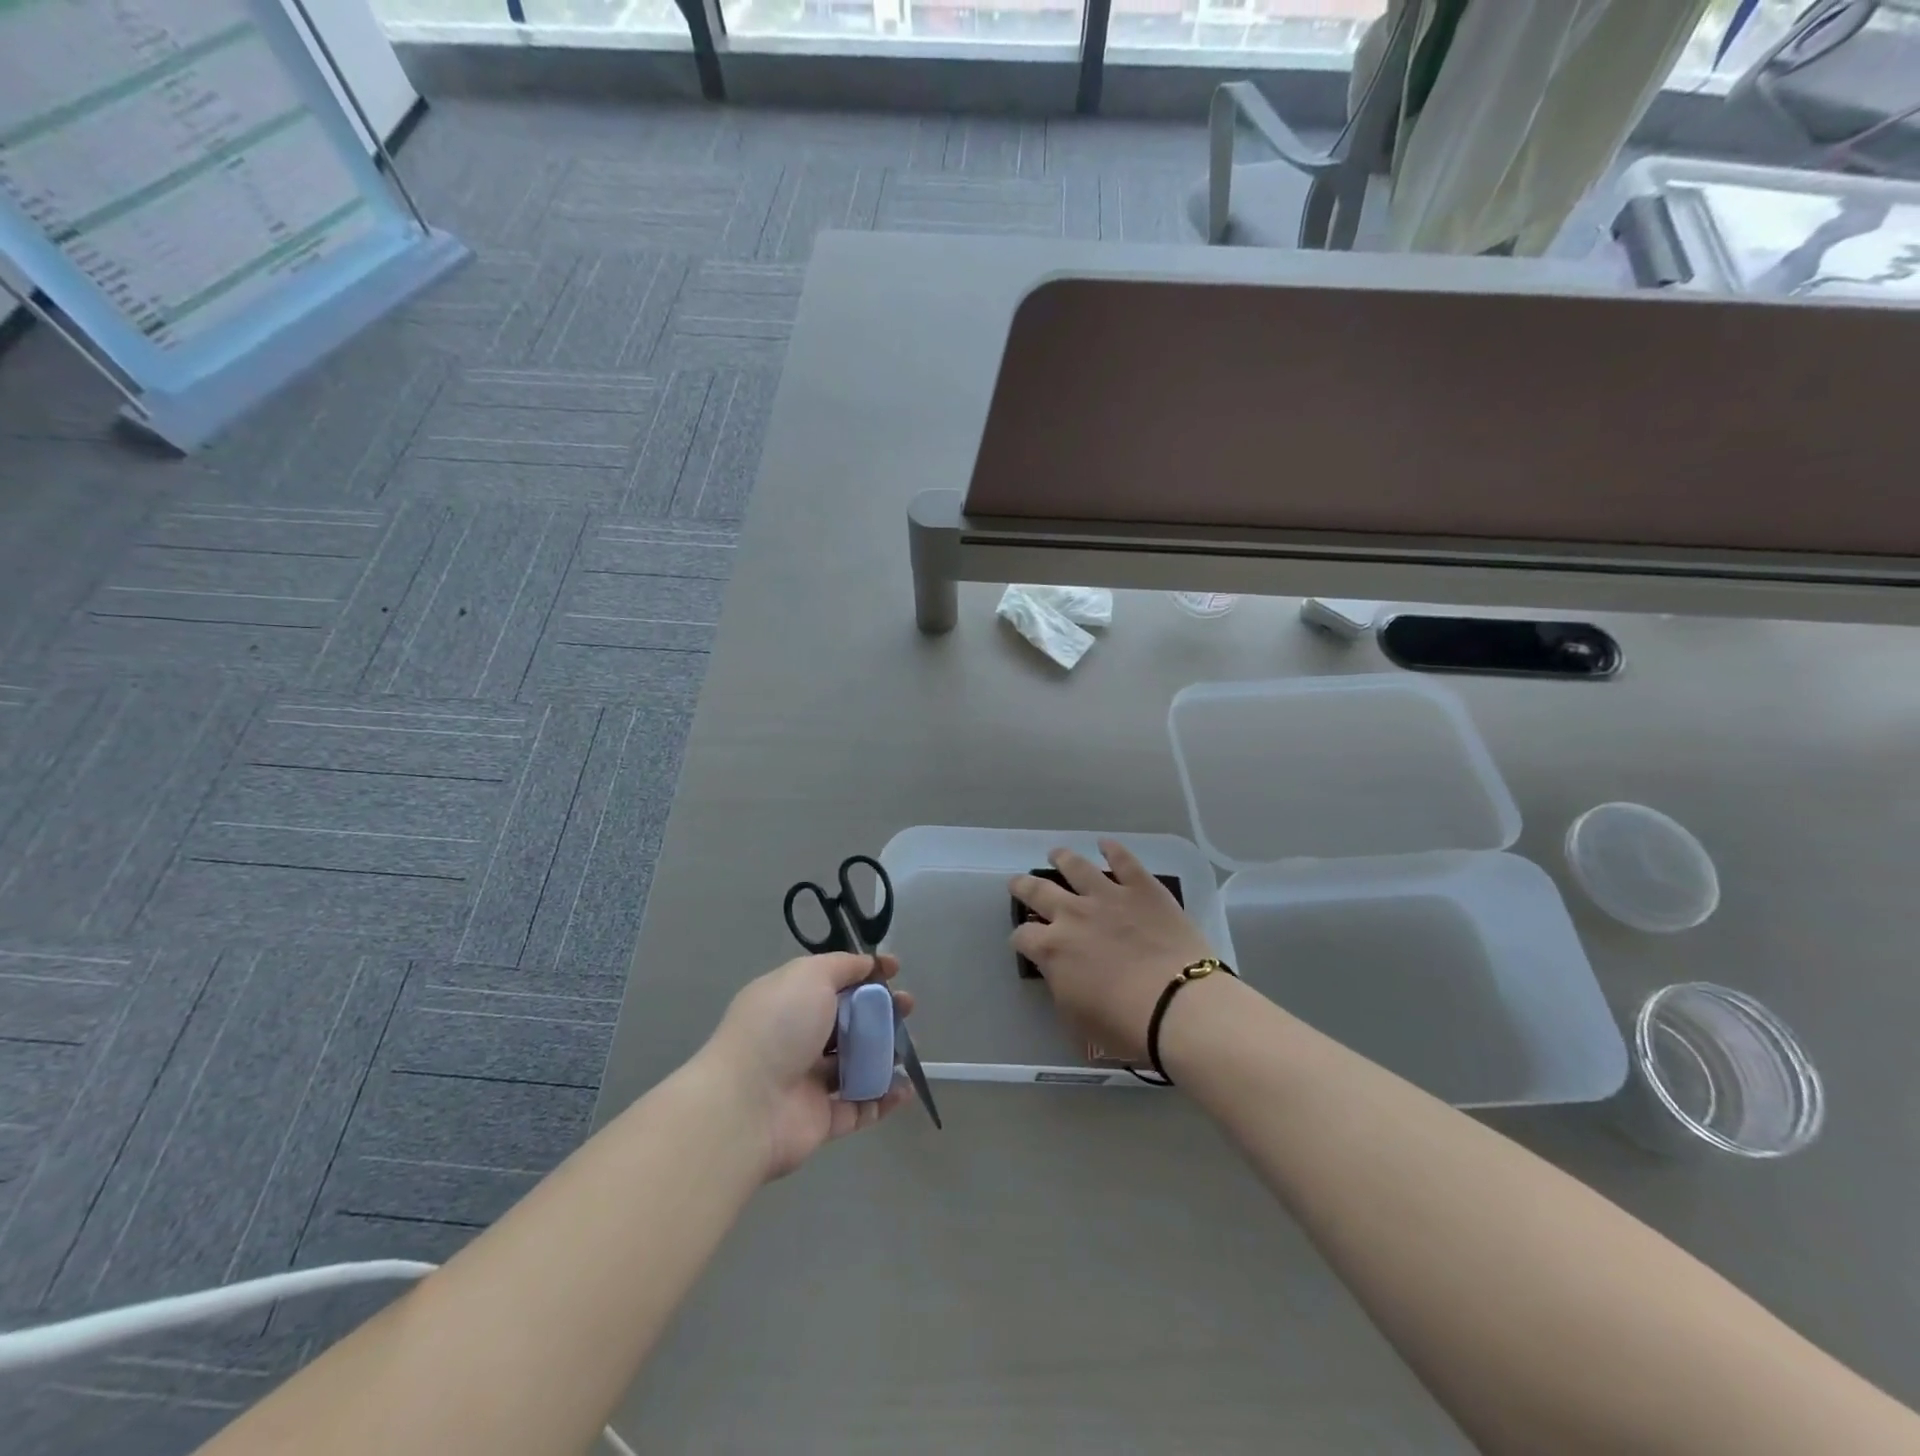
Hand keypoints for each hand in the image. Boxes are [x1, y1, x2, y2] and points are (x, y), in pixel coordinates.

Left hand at [704, 953, 914, 1180]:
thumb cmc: (778, 1027)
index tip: (894, 970)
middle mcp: (798, 1039)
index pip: (832, 983)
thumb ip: (842, 966)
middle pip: (848, 1023)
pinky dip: (884, 1098)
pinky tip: (906, 1087)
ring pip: (856, 1064)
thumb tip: (868, 963)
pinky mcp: (822, 1121)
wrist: (746, 1105)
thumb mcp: (809, 976)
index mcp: (790, 1002)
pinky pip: (860, 1106)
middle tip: (908, 1008)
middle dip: (881, 1012)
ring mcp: (809, 1082)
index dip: (864, 974)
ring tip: (911, 1046)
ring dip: (886, 1054)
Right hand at [1010, 840, 1217, 1061]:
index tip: (1024, 941)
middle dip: (1024, 886)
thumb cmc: (1124, 1025)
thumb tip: (1061, 975)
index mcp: (1052, 949)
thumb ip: (1062, 988)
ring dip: (1062, 858)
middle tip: (1018, 882)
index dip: (1021, 938)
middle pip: (1038, 891)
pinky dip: (1113, 850)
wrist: (1178, 1005)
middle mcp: (1073, 914)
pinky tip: (1106, 844)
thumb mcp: (1077, 1019)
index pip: (1023, 936)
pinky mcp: (1142, 888)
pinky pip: (1124, 861)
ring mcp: (1108, 896)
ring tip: (1056, 853)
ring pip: (1076, 867)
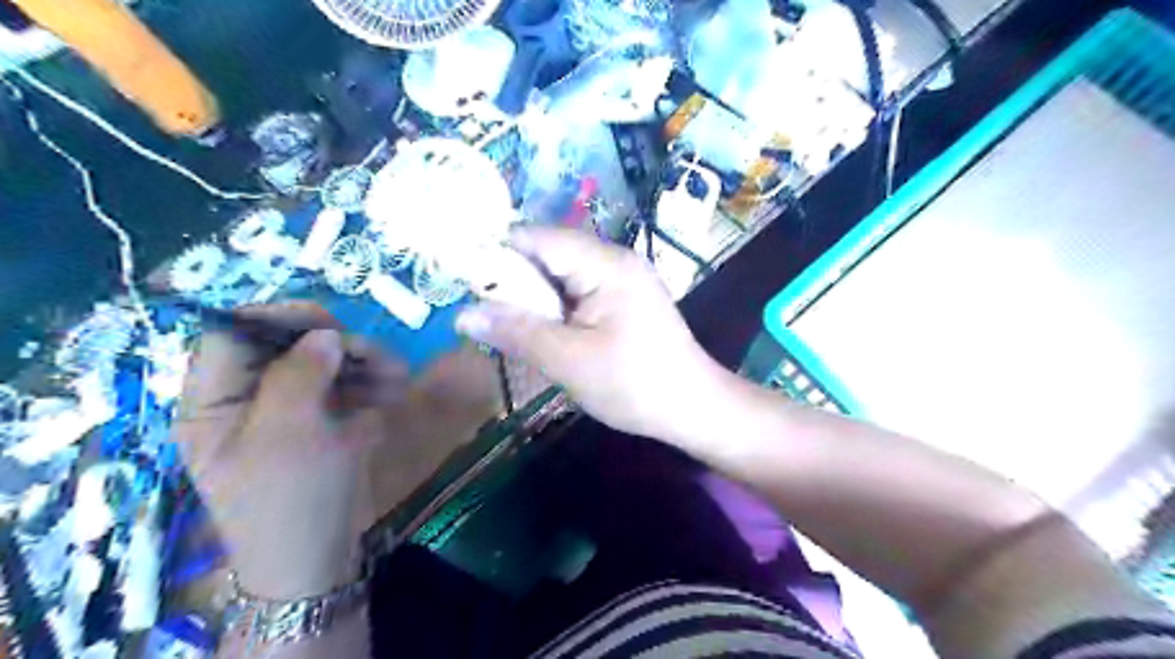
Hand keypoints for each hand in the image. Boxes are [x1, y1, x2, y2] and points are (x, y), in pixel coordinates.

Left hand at [171, 302, 408, 599]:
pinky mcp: (323, 417)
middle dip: (336, 343)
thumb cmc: (291, 500)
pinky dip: (372, 382)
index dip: (275, 318)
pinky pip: (345, 384)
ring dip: (365, 362)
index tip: (327, 321)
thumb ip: (298, 377)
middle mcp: (248, 396)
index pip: (231, 334)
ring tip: (398, 377)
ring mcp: (290, 406)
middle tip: (377, 355)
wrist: (322, 557)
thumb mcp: (288, 437)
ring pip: (325, 361)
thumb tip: (324, 334)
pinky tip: (394, 392)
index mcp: (215, 401)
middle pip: (287, 344)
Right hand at [454, 226, 720, 441]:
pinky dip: (554, 308)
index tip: (463, 280)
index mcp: (605, 263)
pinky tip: (542, 331)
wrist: (694, 408)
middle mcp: (614, 260)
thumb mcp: (568, 360)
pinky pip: (578, 292)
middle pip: (549, 253)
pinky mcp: (624, 300)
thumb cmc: (635, 384)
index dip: (496, 254)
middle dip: (513, 281)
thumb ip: (516, 332)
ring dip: (533, 298)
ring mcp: (622, 279)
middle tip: (484, 313)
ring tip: (507, 325)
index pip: (537, 238)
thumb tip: (462, 314)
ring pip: (561, 275)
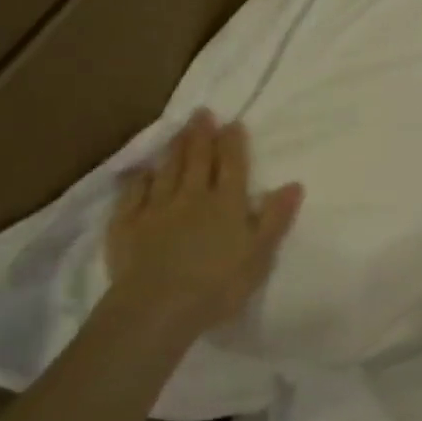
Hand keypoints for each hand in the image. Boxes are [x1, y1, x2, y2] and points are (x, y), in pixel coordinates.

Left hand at [103, 109, 302, 344]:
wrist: (158, 308)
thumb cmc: (217, 285)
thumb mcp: (259, 255)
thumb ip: (275, 218)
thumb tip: (294, 184)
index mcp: (226, 203)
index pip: (232, 165)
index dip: (233, 143)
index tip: (233, 123)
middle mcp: (192, 197)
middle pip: (198, 159)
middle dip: (202, 135)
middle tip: (201, 113)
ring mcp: (156, 208)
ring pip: (167, 170)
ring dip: (174, 149)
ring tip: (178, 131)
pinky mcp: (127, 225)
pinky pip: (133, 194)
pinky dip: (138, 179)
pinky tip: (140, 171)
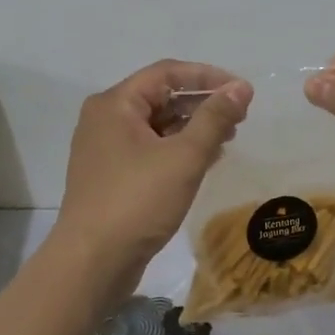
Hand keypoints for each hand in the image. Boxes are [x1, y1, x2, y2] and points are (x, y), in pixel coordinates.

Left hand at [51, 60, 252, 303]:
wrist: (91, 262)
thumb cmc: (137, 201)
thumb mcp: (184, 156)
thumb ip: (215, 118)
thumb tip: (241, 88)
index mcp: (115, 103)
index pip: (167, 72)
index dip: (208, 77)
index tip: (242, 92)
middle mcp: (105, 118)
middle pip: (160, 96)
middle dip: (202, 104)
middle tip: (239, 118)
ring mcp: (104, 149)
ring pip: (156, 125)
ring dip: (192, 128)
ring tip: (227, 139)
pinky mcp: (110, 176)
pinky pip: (149, 149)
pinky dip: (177, 149)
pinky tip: (205, 161)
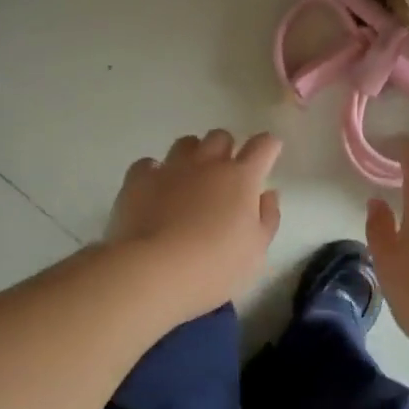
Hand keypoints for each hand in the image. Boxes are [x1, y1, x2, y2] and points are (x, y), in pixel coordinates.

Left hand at [108, 130, 282, 319]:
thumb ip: (267, 218)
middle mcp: (207, 163)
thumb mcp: (256, 251)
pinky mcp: (139, 180)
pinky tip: (156, 189)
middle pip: (220, 137)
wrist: (154, 270)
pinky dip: (155, 172)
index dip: (269, 145)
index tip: (270, 151)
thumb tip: (267, 194)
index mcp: (241, 178)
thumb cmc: (215, 266)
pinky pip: (148, 164)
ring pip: (186, 143)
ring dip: (193, 154)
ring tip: (190, 178)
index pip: (262, 146)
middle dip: (226, 149)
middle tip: (225, 174)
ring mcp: (170, 168)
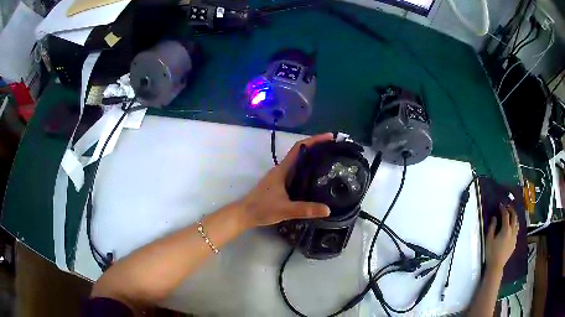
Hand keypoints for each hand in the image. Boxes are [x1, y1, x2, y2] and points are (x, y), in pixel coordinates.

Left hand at [239, 133, 332, 227]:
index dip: (314, 140)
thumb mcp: (285, 210)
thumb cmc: (262, 208)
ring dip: (313, 159)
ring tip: (330, 161)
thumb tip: (328, 209)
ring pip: (299, 163)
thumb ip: (305, 209)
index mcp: (282, 169)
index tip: (329, 138)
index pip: (299, 148)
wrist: (245, 214)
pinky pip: (297, 173)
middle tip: (334, 150)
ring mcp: (281, 177)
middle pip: (301, 152)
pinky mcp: (280, 185)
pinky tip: (316, 179)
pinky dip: (308, 171)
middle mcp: (282, 170)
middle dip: (317, 148)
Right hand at [485, 204, 518, 272]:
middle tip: (507, 207)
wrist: (496, 266)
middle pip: (514, 217)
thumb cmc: (491, 253)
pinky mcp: (515, 243)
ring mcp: (514, 237)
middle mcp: (512, 231)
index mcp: (506, 229)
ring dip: (514, 217)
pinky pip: (516, 230)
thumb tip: (494, 217)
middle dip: (511, 210)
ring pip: (517, 223)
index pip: (506, 215)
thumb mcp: (489, 240)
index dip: (503, 208)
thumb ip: (492, 227)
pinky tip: (511, 228)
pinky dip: (514, 225)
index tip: (500, 205)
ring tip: (511, 216)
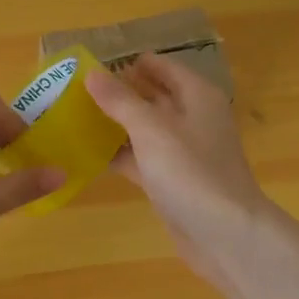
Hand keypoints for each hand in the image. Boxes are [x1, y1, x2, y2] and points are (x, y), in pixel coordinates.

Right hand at [85, 54, 269, 286]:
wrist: (225, 235)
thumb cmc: (191, 171)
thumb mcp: (151, 129)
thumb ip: (120, 100)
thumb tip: (91, 72)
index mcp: (196, 95)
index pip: (160, 66)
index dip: (129, 62)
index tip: (91, 62)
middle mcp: (192, 117)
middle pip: (151, 96)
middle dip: (118, 92)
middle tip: (75, 89)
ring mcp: (182, 151)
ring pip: (144, 128)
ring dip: (115, 123)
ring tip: (73, 117)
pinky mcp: (172, 180)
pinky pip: (140, 157)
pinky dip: (118, 154)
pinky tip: (87, 153)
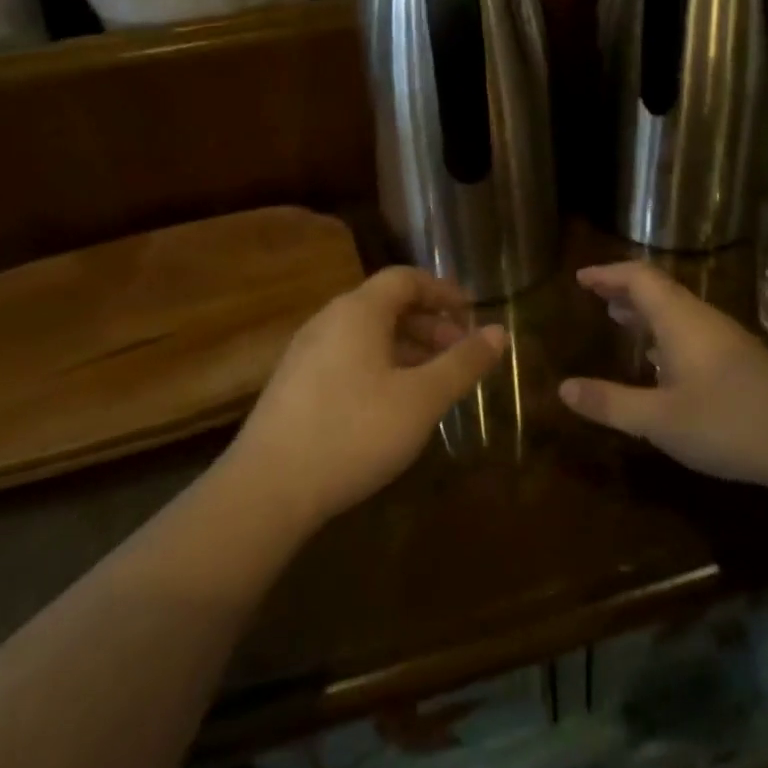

**DIRECTIONS FOR THIS TASK**.
From the entries above, tally the lines that contain the string "Left". Report the total and nothing more.

**RESULT OF THE TASK**.
6